Could you find every line in the entries below that holds the word "text" and copy it?

#### AVAILABLE DATA
★ ★ ★ ★

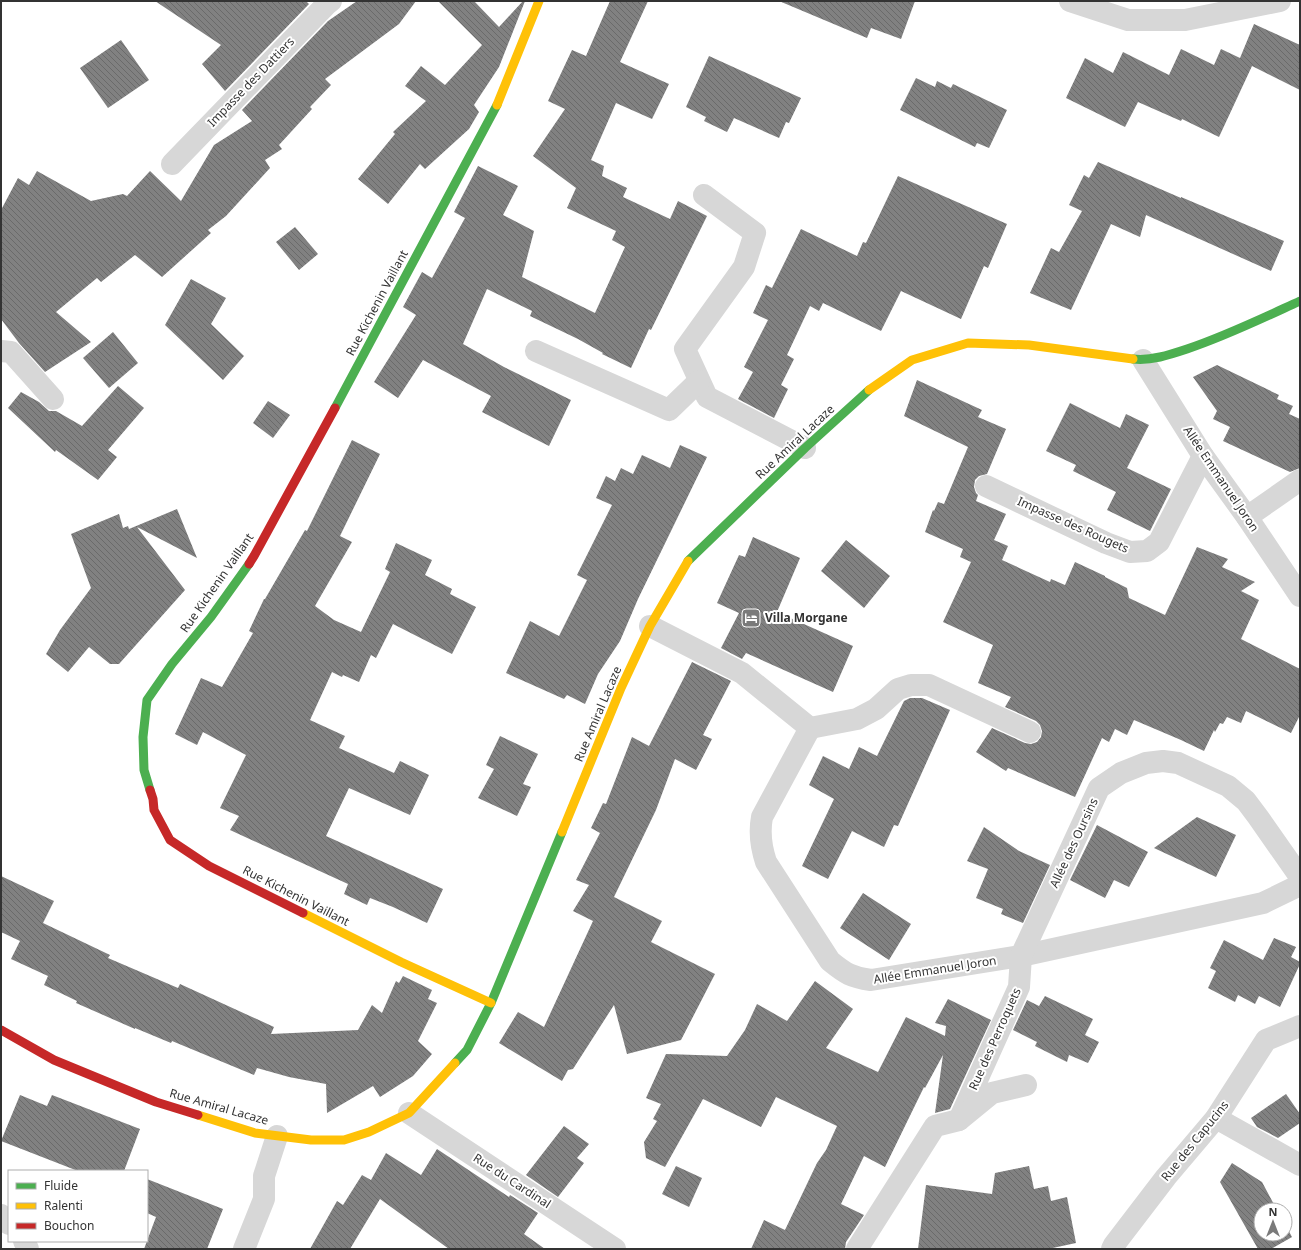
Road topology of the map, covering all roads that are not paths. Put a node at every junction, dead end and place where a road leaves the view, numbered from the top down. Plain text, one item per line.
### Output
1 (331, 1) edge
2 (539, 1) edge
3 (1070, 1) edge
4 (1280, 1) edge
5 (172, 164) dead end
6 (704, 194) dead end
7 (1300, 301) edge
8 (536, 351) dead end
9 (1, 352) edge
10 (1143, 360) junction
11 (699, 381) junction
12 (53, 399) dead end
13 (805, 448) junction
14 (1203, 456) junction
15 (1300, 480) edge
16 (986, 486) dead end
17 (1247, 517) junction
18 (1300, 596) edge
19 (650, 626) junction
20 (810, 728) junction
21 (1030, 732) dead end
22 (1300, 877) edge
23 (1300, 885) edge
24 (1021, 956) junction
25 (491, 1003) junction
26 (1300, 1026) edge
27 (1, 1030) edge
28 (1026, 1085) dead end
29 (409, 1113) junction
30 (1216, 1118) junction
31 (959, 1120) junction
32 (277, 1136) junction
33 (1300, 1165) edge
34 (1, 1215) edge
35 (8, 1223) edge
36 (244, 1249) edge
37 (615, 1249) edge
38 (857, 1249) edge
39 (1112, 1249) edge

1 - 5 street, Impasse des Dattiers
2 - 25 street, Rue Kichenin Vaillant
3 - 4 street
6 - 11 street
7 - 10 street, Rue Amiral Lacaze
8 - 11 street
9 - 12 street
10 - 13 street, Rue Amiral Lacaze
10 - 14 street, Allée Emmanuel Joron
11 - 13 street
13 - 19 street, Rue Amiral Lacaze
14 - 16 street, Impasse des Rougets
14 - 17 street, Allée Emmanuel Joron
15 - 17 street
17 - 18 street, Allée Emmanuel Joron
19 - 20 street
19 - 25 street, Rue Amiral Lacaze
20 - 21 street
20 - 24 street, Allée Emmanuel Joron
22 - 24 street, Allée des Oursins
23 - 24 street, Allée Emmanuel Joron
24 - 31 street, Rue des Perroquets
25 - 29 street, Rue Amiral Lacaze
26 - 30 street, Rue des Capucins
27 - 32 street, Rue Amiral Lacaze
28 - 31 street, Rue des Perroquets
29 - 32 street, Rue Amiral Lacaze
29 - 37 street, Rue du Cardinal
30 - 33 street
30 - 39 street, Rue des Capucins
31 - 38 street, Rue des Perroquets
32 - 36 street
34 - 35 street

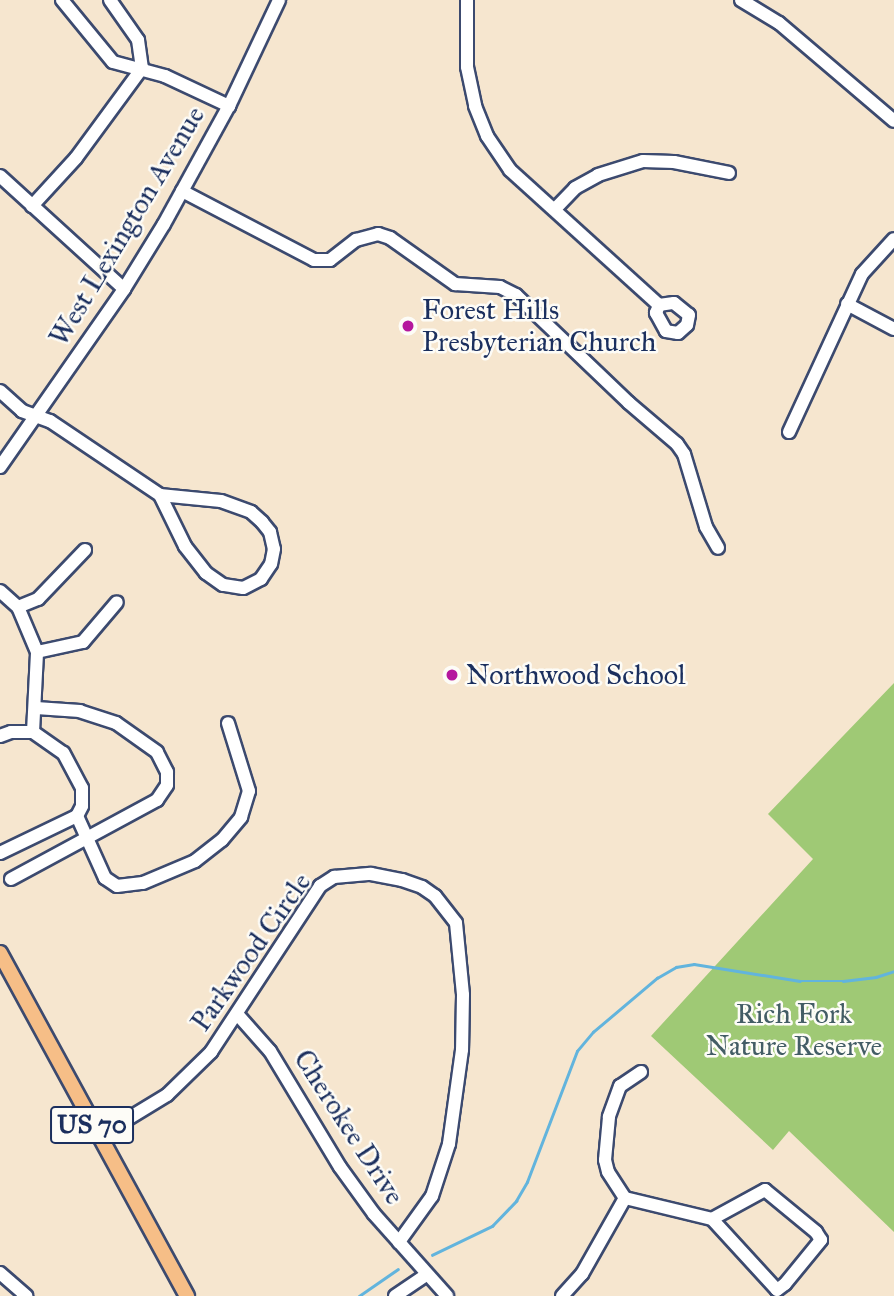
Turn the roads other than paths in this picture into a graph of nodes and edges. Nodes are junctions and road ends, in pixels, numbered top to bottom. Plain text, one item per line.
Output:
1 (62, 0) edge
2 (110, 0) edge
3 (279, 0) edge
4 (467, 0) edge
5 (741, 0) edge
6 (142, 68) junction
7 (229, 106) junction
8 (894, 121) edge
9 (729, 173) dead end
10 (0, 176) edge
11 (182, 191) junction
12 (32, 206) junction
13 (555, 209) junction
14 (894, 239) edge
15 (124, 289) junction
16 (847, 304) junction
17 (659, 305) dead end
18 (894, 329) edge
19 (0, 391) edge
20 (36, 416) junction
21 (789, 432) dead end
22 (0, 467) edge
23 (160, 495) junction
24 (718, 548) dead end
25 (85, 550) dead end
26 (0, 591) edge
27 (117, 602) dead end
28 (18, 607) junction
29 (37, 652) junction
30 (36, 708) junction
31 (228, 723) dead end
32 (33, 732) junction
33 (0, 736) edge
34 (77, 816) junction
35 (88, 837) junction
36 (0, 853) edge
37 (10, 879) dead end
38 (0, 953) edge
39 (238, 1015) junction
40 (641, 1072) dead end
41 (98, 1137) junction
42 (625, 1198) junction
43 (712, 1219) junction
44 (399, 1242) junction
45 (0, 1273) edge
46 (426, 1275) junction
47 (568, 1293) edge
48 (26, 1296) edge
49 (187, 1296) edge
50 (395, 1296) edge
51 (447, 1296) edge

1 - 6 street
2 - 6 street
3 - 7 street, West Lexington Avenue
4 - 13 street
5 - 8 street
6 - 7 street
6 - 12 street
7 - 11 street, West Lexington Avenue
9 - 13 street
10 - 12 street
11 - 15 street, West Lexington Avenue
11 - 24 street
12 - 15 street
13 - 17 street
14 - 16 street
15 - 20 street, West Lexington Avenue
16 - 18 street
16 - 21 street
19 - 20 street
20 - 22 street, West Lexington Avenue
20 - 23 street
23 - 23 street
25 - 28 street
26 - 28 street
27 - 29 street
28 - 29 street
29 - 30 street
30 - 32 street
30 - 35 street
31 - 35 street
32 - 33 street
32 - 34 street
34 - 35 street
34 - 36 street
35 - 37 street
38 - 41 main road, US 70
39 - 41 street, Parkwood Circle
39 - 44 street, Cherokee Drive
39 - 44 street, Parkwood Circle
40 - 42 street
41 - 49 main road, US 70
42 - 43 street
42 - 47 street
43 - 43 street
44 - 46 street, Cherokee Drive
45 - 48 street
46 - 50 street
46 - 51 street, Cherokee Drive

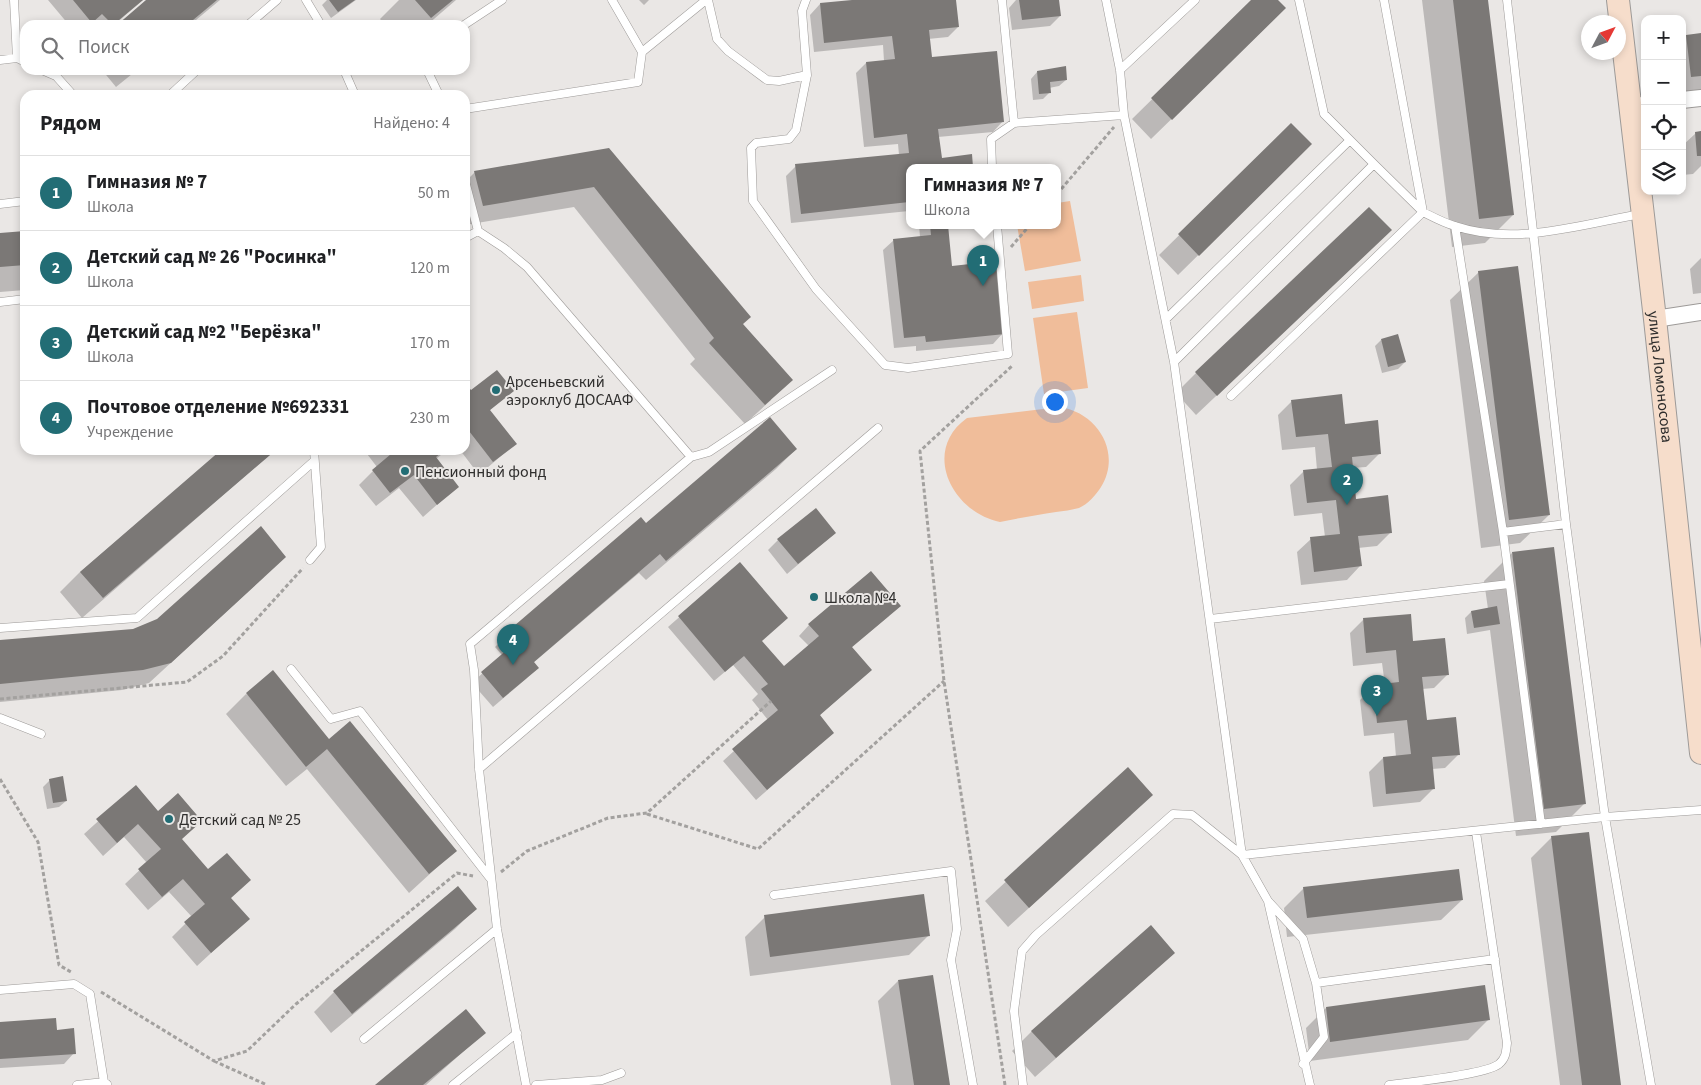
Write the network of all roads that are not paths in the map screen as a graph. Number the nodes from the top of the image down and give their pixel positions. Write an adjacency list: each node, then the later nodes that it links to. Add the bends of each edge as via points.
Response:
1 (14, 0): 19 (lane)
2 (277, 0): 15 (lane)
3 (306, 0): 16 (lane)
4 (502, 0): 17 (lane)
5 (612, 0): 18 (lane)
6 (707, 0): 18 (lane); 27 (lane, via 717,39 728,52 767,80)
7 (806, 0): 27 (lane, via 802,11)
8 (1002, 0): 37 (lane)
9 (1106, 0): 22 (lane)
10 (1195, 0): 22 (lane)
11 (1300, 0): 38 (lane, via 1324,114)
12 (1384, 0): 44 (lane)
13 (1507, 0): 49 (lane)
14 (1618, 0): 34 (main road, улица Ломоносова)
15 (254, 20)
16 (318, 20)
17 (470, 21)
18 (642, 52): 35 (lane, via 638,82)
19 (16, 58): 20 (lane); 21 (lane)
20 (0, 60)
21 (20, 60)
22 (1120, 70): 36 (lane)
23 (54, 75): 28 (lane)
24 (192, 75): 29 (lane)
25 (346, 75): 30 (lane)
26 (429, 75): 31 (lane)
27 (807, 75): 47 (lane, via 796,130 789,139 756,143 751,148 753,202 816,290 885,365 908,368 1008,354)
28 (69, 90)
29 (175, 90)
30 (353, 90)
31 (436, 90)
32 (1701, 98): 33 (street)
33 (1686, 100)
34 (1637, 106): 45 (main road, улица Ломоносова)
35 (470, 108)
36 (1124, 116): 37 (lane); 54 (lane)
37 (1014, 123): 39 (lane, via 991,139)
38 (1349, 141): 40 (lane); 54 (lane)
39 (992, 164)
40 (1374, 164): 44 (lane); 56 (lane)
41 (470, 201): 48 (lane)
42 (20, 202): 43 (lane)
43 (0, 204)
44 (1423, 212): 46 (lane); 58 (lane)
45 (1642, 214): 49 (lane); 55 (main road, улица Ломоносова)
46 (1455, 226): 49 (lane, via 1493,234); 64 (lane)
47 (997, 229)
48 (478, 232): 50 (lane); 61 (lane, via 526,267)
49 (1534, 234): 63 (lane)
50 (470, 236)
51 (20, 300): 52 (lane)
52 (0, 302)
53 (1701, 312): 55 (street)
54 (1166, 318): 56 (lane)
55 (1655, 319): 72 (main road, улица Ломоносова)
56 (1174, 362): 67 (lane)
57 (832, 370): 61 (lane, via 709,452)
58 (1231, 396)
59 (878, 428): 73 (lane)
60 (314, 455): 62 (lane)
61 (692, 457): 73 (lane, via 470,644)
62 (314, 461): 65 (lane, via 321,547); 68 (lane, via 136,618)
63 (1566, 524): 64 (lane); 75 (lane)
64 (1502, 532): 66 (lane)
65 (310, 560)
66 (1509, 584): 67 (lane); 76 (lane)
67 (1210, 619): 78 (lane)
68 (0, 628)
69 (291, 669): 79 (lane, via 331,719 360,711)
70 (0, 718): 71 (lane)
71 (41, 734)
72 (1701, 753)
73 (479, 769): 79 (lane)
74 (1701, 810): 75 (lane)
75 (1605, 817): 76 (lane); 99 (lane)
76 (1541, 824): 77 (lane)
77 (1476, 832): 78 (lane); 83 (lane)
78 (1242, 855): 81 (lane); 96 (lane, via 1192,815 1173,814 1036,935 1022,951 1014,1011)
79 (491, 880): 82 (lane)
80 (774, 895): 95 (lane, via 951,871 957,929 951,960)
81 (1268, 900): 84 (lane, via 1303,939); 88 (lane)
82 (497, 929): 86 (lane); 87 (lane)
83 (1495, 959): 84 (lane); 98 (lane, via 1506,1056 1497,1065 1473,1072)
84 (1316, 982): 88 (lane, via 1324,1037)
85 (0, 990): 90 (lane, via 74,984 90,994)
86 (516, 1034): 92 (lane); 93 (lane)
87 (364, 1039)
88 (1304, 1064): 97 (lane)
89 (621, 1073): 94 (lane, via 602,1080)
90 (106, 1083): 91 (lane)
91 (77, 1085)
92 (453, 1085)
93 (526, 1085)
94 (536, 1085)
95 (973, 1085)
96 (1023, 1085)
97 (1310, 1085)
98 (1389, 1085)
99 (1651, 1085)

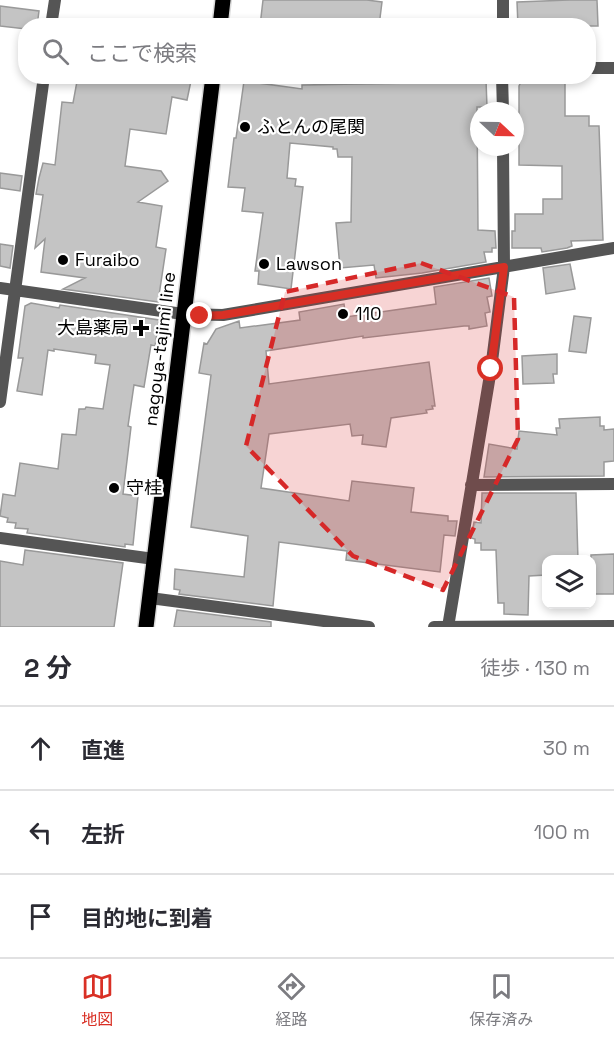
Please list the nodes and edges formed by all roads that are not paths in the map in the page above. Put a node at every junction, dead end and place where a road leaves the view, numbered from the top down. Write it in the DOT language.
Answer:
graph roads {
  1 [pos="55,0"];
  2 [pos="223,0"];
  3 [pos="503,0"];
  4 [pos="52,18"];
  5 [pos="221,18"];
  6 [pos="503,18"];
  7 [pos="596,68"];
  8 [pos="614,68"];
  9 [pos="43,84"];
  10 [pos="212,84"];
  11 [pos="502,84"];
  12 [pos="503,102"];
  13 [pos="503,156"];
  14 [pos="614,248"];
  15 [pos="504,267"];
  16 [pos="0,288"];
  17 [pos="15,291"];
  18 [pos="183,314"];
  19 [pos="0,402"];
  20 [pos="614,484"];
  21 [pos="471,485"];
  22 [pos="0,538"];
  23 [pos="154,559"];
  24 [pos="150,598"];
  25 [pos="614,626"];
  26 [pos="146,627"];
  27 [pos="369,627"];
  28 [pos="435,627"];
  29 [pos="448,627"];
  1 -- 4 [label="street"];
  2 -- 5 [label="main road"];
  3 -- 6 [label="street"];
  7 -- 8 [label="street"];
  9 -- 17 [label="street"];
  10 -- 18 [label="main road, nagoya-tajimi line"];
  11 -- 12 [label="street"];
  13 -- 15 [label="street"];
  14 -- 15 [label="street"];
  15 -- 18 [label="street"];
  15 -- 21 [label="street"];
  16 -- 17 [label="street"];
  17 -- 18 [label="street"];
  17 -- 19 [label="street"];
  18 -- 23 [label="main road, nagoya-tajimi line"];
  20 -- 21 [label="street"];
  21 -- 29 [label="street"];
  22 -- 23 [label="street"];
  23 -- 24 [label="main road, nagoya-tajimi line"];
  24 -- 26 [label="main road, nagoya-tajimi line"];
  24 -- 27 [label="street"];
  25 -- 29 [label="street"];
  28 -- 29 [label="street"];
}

★ ★ ★ ★

#### RESULT FOR THIS EXERCISE
Road topology of the map, covering all roads that are not paths. Put a node at every junction, dead end and place where a road leaves the view, numbered from the top down. Plain text, one item per line.
Turn the roads other than paths in this picture into a graph of nodes and edges. Nodes are junctions and road ends, in pixels, numbered top to bottom. Plain text, one item per line.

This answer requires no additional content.